Microscopic photograph shows the backing Fossiliferous limestone (Biomicrite) blocks of Mykerinos pyramid. The rock is very fine to fine-grained. Significant amount of microfossils of different sizes and shapes are present in the matrix. Few pore spaces (irregular shapes and sizes) are present in heterogeneous distribution in carbonate matrix of the rock. The rock is composed mainly of calcite as the essential component associated with minor amount of iron oxides and rare amounts of quartz, gypsum and opaque minerals. Calcite represents the majority of the matrix of the rock and occurs as very fine-grained aggregates, anhedral crystals interlocked with each other’s. Iron oxides occur in considerable amount as fine-grained aggregates and also as patches stained some parts of the sample

Engineering characterization of the filling limestone blocks from the three pyramids (results and discussion)

Physical properties of the limestone

Determination of the specific fossiliferious limestone weight; the real specific weight using Gibertini E42 scale and pycnometer and the bulk density using Gibertini E42 scale and caliper.

Porosity analysis to determine full open porosity and pore size distribution via water absorption measurements (Thermo Quest Pascal 246 mercury scale; Mercury porosity scale according to UNI—Normal 4/80; Gibertini E42 scale).

Unit weight, specific gravity, water absorption, total and open porosity

Petrophysical properties of the backing limestone blocks samples from the three pyramids: Physical measurements referred that the unit weight (γ) of limestone is between 1.99 and 2.31 g/cm3, Specific gravity (Gs) in range of 1.97 to 2.31, water absorption (Wa) is between 12 and 20% and the total porosity (n) ranged from 21 to 33%. Results are summarized in Table 10. According to the ASTM C568/C568M-15 [33] the physical characteristics of the construction materials of the three pyramids is low, since the water absorption by weigh/max must be in range of 3% for the low density limestone to 12% for the high density limestone.

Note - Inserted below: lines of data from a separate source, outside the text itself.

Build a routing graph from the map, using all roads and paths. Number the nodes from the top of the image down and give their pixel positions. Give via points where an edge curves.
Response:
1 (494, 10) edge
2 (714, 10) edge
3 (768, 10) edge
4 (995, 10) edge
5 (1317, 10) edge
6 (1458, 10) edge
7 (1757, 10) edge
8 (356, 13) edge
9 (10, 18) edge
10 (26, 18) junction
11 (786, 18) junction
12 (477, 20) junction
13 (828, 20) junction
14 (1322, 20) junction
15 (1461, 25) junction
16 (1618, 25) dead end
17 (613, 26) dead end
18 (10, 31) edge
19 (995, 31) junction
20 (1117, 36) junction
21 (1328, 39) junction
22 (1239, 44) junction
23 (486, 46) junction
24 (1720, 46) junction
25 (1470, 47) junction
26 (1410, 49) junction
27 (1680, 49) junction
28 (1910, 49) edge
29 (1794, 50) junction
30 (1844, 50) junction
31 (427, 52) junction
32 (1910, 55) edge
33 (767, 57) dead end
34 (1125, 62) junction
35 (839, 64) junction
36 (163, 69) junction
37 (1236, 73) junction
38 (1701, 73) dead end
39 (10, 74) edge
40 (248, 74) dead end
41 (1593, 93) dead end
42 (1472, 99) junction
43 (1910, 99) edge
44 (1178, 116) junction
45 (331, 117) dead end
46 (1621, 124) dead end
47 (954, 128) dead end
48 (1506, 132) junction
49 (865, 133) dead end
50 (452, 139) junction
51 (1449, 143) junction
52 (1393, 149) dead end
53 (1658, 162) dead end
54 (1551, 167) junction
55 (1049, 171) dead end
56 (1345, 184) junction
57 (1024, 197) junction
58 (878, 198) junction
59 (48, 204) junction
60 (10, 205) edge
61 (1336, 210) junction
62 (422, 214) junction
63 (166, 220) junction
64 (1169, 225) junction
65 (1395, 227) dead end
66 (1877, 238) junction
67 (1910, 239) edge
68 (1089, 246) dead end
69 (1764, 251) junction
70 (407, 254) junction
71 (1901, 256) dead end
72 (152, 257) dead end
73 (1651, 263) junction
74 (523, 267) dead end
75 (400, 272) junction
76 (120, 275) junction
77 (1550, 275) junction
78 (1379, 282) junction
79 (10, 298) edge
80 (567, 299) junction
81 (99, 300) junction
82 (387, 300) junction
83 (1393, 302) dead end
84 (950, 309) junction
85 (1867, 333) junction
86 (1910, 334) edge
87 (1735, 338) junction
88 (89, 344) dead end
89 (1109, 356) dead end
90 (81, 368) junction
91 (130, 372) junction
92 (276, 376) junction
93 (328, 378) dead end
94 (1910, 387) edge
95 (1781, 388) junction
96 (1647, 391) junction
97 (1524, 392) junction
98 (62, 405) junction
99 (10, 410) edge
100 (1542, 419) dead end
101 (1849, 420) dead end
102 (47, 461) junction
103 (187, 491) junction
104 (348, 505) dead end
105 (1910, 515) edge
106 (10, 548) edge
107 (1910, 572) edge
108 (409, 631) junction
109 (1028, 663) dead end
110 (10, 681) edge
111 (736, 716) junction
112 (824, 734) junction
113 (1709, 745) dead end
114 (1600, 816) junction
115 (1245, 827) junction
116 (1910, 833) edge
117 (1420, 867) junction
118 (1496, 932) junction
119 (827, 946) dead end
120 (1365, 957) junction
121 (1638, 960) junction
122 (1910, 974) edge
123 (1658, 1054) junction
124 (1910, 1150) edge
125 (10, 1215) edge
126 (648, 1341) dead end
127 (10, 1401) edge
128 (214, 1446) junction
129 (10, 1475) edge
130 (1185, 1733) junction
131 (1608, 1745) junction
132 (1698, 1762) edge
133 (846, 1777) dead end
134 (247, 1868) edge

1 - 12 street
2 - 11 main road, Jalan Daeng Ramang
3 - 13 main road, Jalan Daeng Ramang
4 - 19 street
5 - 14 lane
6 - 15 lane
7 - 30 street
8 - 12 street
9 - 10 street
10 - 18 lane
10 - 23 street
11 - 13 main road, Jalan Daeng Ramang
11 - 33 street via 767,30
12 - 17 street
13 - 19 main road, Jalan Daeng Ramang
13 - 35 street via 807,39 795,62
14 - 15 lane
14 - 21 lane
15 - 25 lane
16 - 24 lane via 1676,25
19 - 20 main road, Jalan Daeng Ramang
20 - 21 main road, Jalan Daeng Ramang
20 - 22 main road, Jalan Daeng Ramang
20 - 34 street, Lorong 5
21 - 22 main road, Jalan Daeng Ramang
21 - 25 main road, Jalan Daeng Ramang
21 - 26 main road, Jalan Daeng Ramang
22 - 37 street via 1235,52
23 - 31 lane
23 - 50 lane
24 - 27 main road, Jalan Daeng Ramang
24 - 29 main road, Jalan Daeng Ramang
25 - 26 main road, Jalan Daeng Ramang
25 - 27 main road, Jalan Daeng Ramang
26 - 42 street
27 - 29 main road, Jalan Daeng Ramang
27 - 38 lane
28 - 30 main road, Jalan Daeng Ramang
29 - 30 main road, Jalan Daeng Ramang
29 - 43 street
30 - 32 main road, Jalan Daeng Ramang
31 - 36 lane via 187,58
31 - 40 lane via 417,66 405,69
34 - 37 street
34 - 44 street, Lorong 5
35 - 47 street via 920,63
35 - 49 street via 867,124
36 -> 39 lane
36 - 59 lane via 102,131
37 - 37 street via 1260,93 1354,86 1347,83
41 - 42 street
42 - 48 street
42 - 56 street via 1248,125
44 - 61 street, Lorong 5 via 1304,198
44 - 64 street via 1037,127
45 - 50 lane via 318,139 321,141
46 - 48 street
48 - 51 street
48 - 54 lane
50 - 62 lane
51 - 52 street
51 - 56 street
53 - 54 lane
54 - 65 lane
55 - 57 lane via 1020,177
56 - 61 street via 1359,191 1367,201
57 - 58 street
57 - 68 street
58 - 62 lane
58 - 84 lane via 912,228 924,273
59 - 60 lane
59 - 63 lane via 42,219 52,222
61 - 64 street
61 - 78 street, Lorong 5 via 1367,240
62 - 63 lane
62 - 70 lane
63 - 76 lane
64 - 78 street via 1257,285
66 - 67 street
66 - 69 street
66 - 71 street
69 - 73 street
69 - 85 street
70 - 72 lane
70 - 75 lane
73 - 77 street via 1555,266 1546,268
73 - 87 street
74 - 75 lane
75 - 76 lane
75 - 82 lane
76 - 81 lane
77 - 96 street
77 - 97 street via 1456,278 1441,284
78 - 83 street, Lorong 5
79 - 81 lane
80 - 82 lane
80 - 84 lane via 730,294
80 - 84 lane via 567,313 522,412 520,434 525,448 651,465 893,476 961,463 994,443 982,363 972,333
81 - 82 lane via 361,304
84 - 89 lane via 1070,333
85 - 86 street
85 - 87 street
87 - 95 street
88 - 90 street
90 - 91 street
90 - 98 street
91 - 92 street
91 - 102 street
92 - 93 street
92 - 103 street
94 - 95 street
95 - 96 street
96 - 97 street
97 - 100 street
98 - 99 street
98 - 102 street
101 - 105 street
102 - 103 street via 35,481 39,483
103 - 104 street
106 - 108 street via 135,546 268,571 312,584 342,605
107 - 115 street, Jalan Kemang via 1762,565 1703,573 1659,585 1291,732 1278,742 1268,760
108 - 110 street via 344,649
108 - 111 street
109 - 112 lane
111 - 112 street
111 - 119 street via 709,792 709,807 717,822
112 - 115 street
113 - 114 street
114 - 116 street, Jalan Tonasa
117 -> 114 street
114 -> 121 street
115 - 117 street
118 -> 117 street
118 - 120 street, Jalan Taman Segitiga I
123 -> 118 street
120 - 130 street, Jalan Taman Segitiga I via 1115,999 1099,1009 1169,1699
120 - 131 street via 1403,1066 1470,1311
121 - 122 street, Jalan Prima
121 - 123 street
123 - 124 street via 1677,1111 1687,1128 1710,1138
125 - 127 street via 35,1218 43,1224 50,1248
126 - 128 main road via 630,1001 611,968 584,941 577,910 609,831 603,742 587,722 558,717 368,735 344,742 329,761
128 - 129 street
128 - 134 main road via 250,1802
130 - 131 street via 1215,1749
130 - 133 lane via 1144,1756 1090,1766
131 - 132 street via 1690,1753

Table 10 Petro-physical properties of the backing limestone blocks

Pore size distributing/pore media characterization

Five cylindrical specimens of backing limestone blocks were collected from the Khufu pyramid and verified to determine the characterization of pore media for this fossil limestone [29]. Note that: the distribution of the pore diameter of the basic sandstone blocks is, 10–20A (0.15%), 20–30A (0.05%), 30–50A (0.105%), 50–100A (0.09%), 100–200A (0.06%), 200–2330A (96.42%), and nm = 2.79 E-05, BET (m2/gr) = 2.9, TPV (ml/gr) = 1.8, and micro porosity  % is 2.77, as shown in Table 10.

Weathering is associated with structural properties, such as weak physical and mechanical properties of geometry, chemical composition, and the presence of soluble salts in porous systems of building stones and structural mortars that are considered the binding agents for building elements in the history of structures. The durability of this limestone is moderate due to the weakness of binding material among the calcite grains. This moderate stone strength seriously affects the integrity of great hierarchical structures under constant and seismic loading conditions [34, 35].

Mechanical properties of the backing limestone

The sample preparation was conducted in accordance with the ASTM standard for uniaxial and tri-axial compressive testing (ASTM D7012-10 (2010)) Standard Test Method for Compressive Strength and Elastic Moduli of Intact Rock Core Specimens under Varying States of Stress and Temperatures [36]. In order to maintain consistency, all the samples were cored to 50 mm in diameter using the same block of Fossilferious limestone at the same orientation.

Uniaxial compressive strength (UCS) and Young’s modulus of the backing limestone blocks

Of all the tests carried out, the test of the compressive strength of the stones is very important, as this value is used by structural design engineers to assess the stability and structural conditions. Future research could consider combining the scratch test coupling with the on-site recoil hammer test with greater reliability to evaluate the stones on site without disturbing/destroying structures.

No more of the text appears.